What Do “Educational Best Practices” Look Like? Verbena Students Can Show You

A lot of education jargon gets used by the professionals to help explain what works in improving education; high academic standards, aligned assessments, deeper learning for real-life application, team collaboration, etc. But what does it all mean, and what does it really look like?

I discovered on a recent visit to an Alabama school that all the educational terms and best practices can be best explained by the students at Verbena schools in Chilton County.

In April, the Verbena K-12 students held a “Showcase of Learning” for their parents and interested community members. In their own words, students shared with visitors how they have taken the knowledge acquired from their math, English, science and history classes and applied it through real activities, experiments, and even performing arts.

“We had been getting a lot of questions from parents about Alabama’s College and Career Ready Standards, which are based on the Common Core State Standards,” explained Instructional Coach, Sue Ellen Gilliland. “We hope that this event will help educate the public on the new standards so that they can see for themselves how powerful they can be in educating our children.”

Wanting to see real examples of what Sue Ellen mentioned, I first visited a Kindergarten class where students were dressed as what they wanted to be when they grow up. Each student manned a booth to help explain their chosen profession. It was clear from the variety of occupations identified that they understood that the sky was the limit when they learn to aim high in school.

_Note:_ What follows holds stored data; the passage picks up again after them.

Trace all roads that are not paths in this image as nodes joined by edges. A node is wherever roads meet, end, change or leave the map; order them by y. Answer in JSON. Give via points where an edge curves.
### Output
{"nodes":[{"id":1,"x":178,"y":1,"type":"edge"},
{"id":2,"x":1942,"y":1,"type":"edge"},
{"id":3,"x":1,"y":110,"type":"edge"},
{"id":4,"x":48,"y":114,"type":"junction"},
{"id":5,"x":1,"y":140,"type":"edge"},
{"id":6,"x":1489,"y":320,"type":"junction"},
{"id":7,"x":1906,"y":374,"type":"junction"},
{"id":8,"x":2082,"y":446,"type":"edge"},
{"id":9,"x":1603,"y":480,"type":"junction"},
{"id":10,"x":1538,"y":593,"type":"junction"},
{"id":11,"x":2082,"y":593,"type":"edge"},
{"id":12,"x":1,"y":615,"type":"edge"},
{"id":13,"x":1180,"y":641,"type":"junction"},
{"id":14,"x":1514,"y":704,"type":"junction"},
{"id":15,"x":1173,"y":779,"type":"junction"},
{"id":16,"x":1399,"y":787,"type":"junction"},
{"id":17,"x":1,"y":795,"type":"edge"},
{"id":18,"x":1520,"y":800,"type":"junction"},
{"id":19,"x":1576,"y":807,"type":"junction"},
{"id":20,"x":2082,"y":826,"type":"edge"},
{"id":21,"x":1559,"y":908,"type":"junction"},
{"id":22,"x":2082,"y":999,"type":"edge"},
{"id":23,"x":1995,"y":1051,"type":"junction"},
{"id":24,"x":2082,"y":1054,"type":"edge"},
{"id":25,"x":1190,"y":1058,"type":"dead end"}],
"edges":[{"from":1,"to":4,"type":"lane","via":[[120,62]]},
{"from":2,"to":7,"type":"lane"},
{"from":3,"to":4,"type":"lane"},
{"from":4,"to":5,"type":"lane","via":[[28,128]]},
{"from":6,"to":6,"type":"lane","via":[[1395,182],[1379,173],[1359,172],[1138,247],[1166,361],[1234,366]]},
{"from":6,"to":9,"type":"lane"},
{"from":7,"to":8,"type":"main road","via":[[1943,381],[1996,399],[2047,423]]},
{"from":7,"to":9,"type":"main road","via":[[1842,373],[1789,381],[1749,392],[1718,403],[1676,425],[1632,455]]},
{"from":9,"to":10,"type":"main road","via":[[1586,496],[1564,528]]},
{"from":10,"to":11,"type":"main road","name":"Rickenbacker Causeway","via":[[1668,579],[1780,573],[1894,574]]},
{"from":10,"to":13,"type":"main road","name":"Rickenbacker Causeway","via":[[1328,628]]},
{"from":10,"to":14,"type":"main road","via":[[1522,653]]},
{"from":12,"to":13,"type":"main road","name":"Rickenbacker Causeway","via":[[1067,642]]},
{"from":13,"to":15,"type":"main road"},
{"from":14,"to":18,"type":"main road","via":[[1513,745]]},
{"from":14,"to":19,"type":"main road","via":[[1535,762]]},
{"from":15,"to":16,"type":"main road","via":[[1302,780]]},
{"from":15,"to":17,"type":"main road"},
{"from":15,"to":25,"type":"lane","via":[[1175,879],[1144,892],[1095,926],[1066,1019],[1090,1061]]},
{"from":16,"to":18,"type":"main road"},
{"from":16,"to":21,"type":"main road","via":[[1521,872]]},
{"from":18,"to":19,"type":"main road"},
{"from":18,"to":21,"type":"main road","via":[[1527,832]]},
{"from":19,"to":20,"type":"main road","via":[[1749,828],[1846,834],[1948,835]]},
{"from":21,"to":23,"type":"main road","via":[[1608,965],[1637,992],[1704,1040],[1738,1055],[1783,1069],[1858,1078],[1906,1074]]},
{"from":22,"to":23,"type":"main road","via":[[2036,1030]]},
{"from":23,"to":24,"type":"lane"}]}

“Meteorologist is my name, telling the weather is my game,” recited a well-dressed young gentleman at his prospective booth. “Using numbers I tell the forecast, tomorrow’s weather might be a blast!” (Click here to view a video from the “Showcase of Learning.”)

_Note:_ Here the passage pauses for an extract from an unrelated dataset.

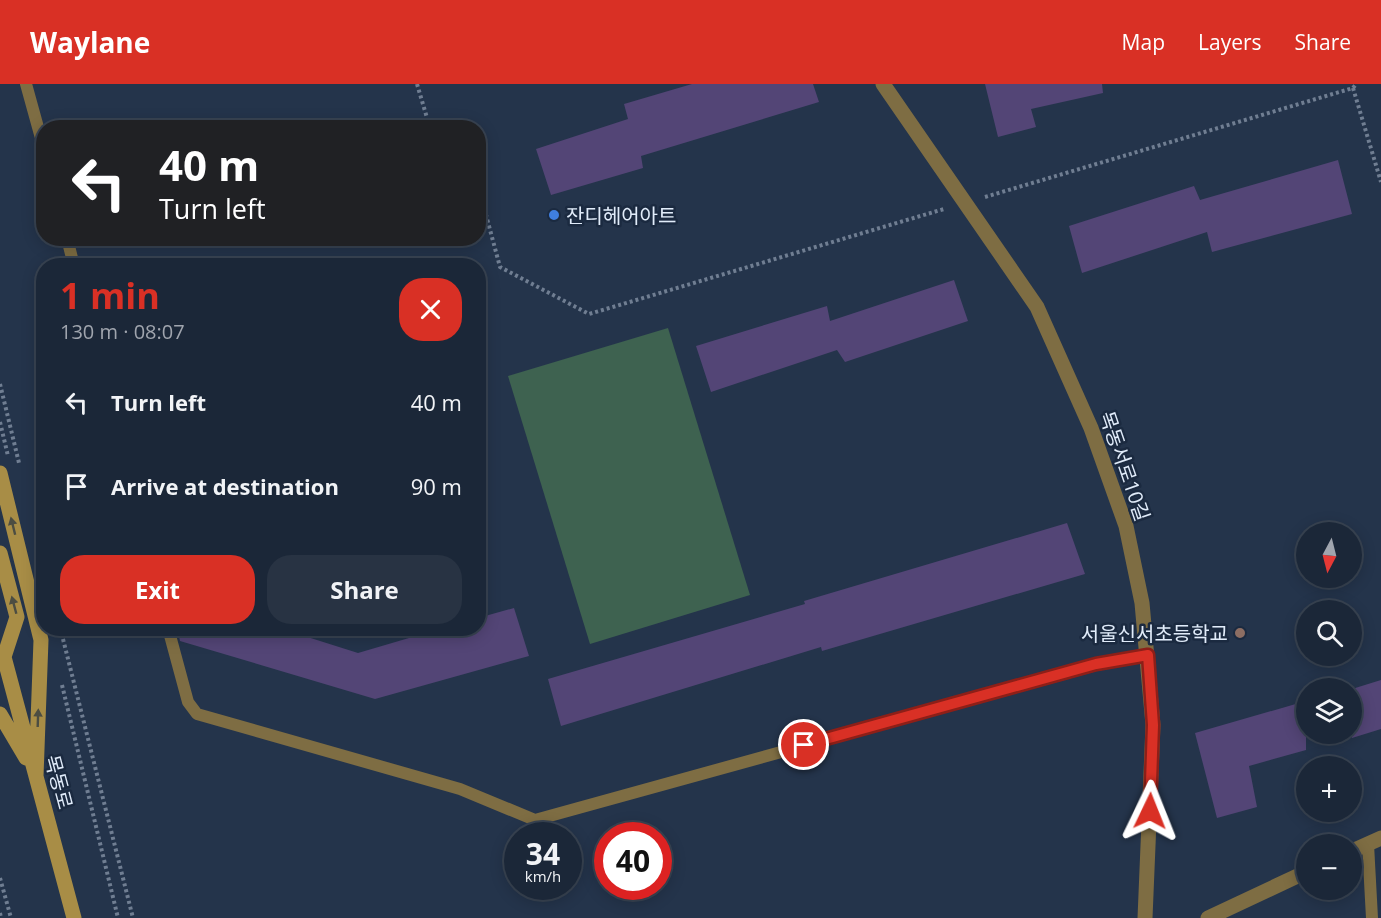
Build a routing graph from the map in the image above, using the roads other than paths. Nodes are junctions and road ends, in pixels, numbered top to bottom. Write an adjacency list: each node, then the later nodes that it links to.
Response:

Kindergartners are instinctively excited about learning new things and how they can affect the world around them. Giving them a choice about learning specific key concepts in ways that make it both relevant and interesting to them is important. The exercise of learning more about what it takes to become a meteorologist, a dentist, a veterinarian, and even a princess leads to “deeper learning,” not only with the content, but also through the practice of communication and presentation skills, building their confidence to move up to 1st grade and beyond. These outcomes help students meet the appropriate grade-level goals for College and Career Ready Standards.

Verbena parents agree. “My child has really come out of her shell,” said one parent as we left together from the elementary school. “She never spoke in front of strangers, and hid behind my leg. I couldn’t believe how confident she was showing off her booth!”

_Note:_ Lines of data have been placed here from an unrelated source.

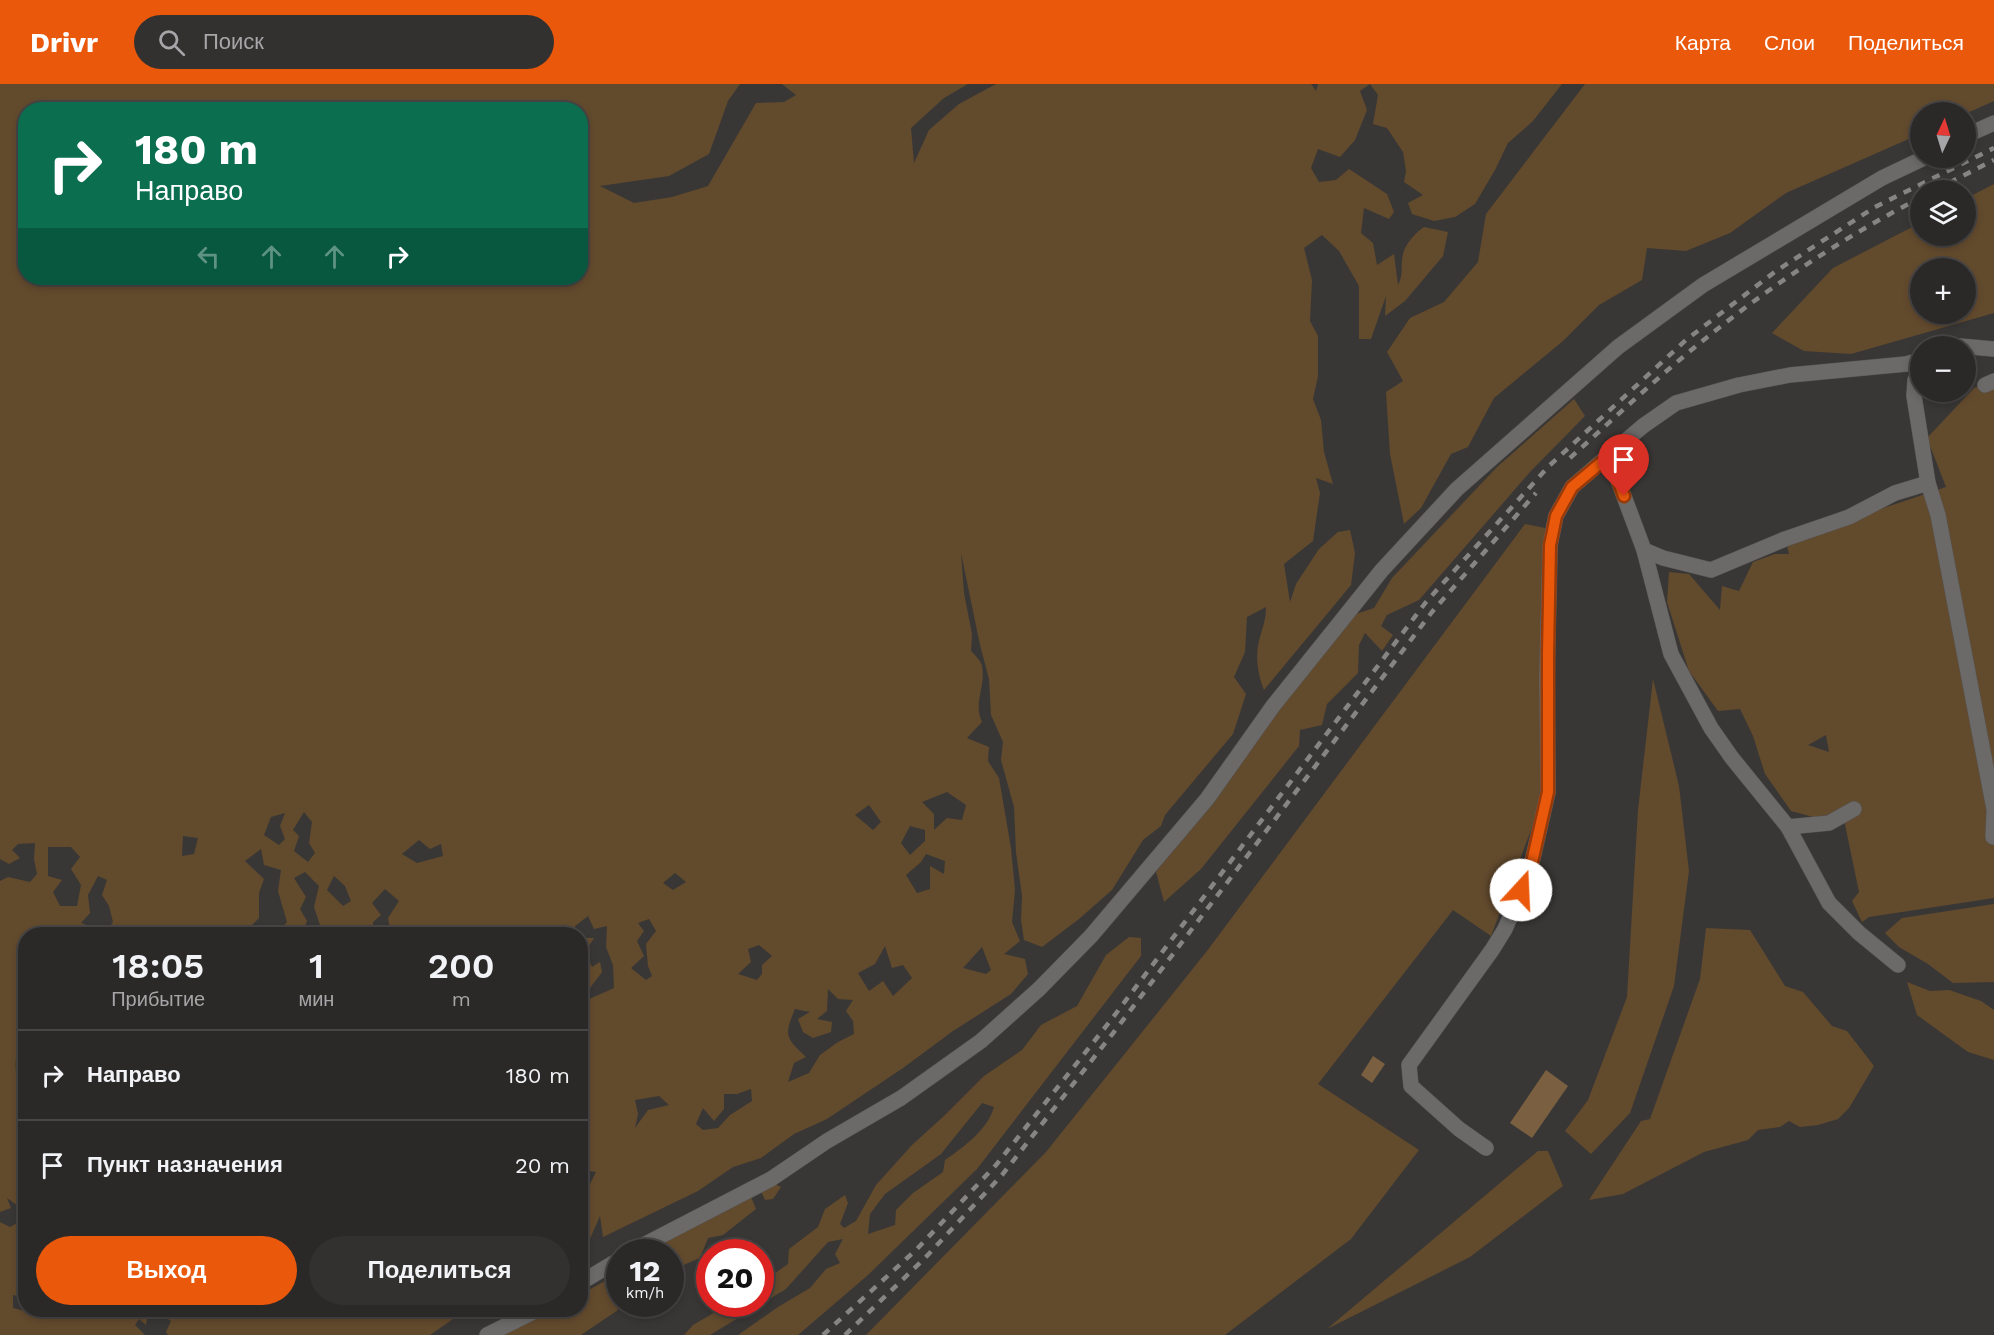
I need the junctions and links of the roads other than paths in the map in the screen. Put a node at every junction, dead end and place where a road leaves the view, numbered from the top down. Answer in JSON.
{"nodes":[{"id":1,"x":1994,"y":123,"type":"edge"},
{"id":2,"x":1976,"y":131,"type":"edge"},
{"id":3,"x":1910,"y":165,"type":"edge"},
{"id":4,"x":1976,"y":347,"type":"edge"},
{"id":5,"x":1994,"y":349,"type":"edge"},
{"id":6,"x":1910,"y":363,"type":"edge"},
{"id":7,"x":1915,"y":402,"type":"edge"},
{"id":8,"x":1609,"y":456,"type":"junction"},
{"id":9,"x":1928,"y":483,"type":"junction"},
{"id":10,"x":1644,"y":549,"type":"junction"},
{"id":11,"x":1854,"y":809,"type":"dead end"},
{"id":12,"x":1994,"y":811,"type":"edge"},
{"id":13,"x":1788,"y":827,"type":"junction"},
{"id":14,"x":1993,"y":837,"type":"edge"},
{"id":15,"x":1898,"y":965,"type":"dead end"},
{"id":16,"x":1486,"y":1148,"type":"dead end"},
{"id":17,"x":655,"y":1239,"type":"edge"},
{"id":18,"x":606,"y":1267,"type":"edge"},
{"id":19,"x":588,"y":1278,"type":"edge"},
{"id":20,"x":523,"y":1317,"type":"edge"},
{"id":21,"x":487,"y":1335,"type":"edge"}],
"edges":[{"from":1,"to":2,"type":"lane"},
{"from":3,"to":17,"type":"lane"},
{"from":4,"to":5,"type":"lane"},
{"from":6,"to":8,"type":"lane"},
{"from":7,"to":9,"type":"lane"},
{"from":8,"to":10,"type":"lane"},
{"from":8,"to":16,"type":"lane"},
{"from":9,"to":10,"type":"lane"},
{"from":9,"to":12,"type":"lane"},
{"from":10,"to":13,"type":"lane"},
{"from":11,"to":13,"type":"lane"},
{"from":12,"to":14,"type":"lane"},
{"from":13,"to":15,"type":"lane"},
{"from":18,"to":19,"type":"lane"},
{"from":20,"to":21,"type":"lane"}]}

Keeping that momentum going often becomes difficult in the higher grades, as the students’ work becomes more complicated, and sometimes seems tedious. But Verbena middle, junior and high school students exhibited just as much excitement about what they’ve learned.

Before entering a 9th-grade history classroom, I was greeted by a young man holding an iPad. He played an animated presentation that he created to introduce the French Revolution. Not only was his presentation factual and informing, it was also humorous as his voice-over explained, in his own words, how the revolution began and why.

“The French Revolution: How? When? Why? Follow the money,” the student’s video explained. “The French had money, but not much after Marie Antoinette’s spending sprees. The Seven Years War and the American Revolution also helped to drain France’s economy dry.”

In a 12th-grade English literature class, I observed a young man explaining “learning targets” to parents. In laymen’s terms, learning targets help students clearly understand what they are expected to learn. The “big” learning target in this class was to read Chaucer’s Canterbury Tales and relate it today’s world and culture. The students jumped right in and highlighted the variety of learning tools they used help them make connections. The greeter’s classmates were dressed in costumes from Chaucer’s period, and explained in fascinating detail the medieval society and its social classes, and what they discovered to be similarities in today’s society within economic- and cultural-class divisions.

“The Alabama Best Practices Center (ABPC) is the reason why we are doing this,” explained Gilliland. “Our participation in its Powerful Conversations Network (PCN) has been the most powerful learning opportunity for our teachers and school.

“When we embarked on the journey with ABPC many years ago, we were really making significant gains toward becoming a Blue Ribbon School. PCN has been the constant for me and our faculty.  It truly provides us with guidance on what is BEST for all students,” Gilliland said.

Education advocates talk about best practices, research-based pedagogy, and the implementation of high standards aligned to appropriate assessments that engage students in deeper, more applicable learning. But the students in Verbena explain it so much better. This Showcase of Learning was a vivid demonstration of how high standards and more innovative teaching methods – which encourage students to be the leaders in their own learning – can impact education in Alabama for generations to come.